→ **Problem description**: Once you have read the data below, set it all down again exactly.

The input Block Start

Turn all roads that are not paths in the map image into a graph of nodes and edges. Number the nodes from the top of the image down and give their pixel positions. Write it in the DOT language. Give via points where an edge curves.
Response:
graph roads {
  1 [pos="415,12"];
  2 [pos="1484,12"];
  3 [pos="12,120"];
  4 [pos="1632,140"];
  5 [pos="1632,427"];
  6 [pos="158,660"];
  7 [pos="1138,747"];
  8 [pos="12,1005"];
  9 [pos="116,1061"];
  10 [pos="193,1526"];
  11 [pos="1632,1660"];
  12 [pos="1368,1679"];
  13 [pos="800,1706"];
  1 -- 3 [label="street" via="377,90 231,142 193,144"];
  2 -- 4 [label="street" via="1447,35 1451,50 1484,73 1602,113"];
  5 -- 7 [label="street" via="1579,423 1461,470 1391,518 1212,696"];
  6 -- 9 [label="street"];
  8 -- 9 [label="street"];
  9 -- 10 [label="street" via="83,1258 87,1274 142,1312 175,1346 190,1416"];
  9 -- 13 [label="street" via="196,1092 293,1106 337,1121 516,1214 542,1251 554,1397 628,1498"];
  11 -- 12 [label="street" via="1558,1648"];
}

The input Block End

→ **Expected output**:
Turn all roads that are not paths in the map image into a graph of nodes and edges. Number the nodes from the top of the image down and give their pixel positions. Write it in the DOT language. Give via points where an edge curves.
Response:
graph roads {
  1 [pos="415,12"];
  2 [pos="1484,12"];
  3 [pos="12,120"];
  4 [pos="1632,140"];
  5 [pos="1632,427"];
  6 [pos="158,660"];
  7 [pos="1138,747"];
  8 [pos="12,1005"];
  9 [pos="116,1061"];
  10 [pos="193,1526"];
  11 [pos="1632,1660"];
  12 [pos="1368,1679"];
  13 [pos="800,1706"];
  1 -- 3 [label="street" via="377,90 231,142 193,144"];
  2 -- 4 [label="street" via="1447,35 1451,50 1484,73 1602,113"];
  5 -- 7 [label="street" via="1579,423 1461,470 1391,518 1212,696"];
  6 -- 9 [label="street"];
  8 -- 9 [label="street"];
  9 -- 10 [label="street" via="83,1258 87,1274 142,1312 175,1346 190,1416"];
  9 -- 13 [label="street" via="196,1092 293,1106 337,1121 516,1214 542,1251 554,1397 628,1498"];
  11 -- 12 [label="street" via="1558,1648"];
}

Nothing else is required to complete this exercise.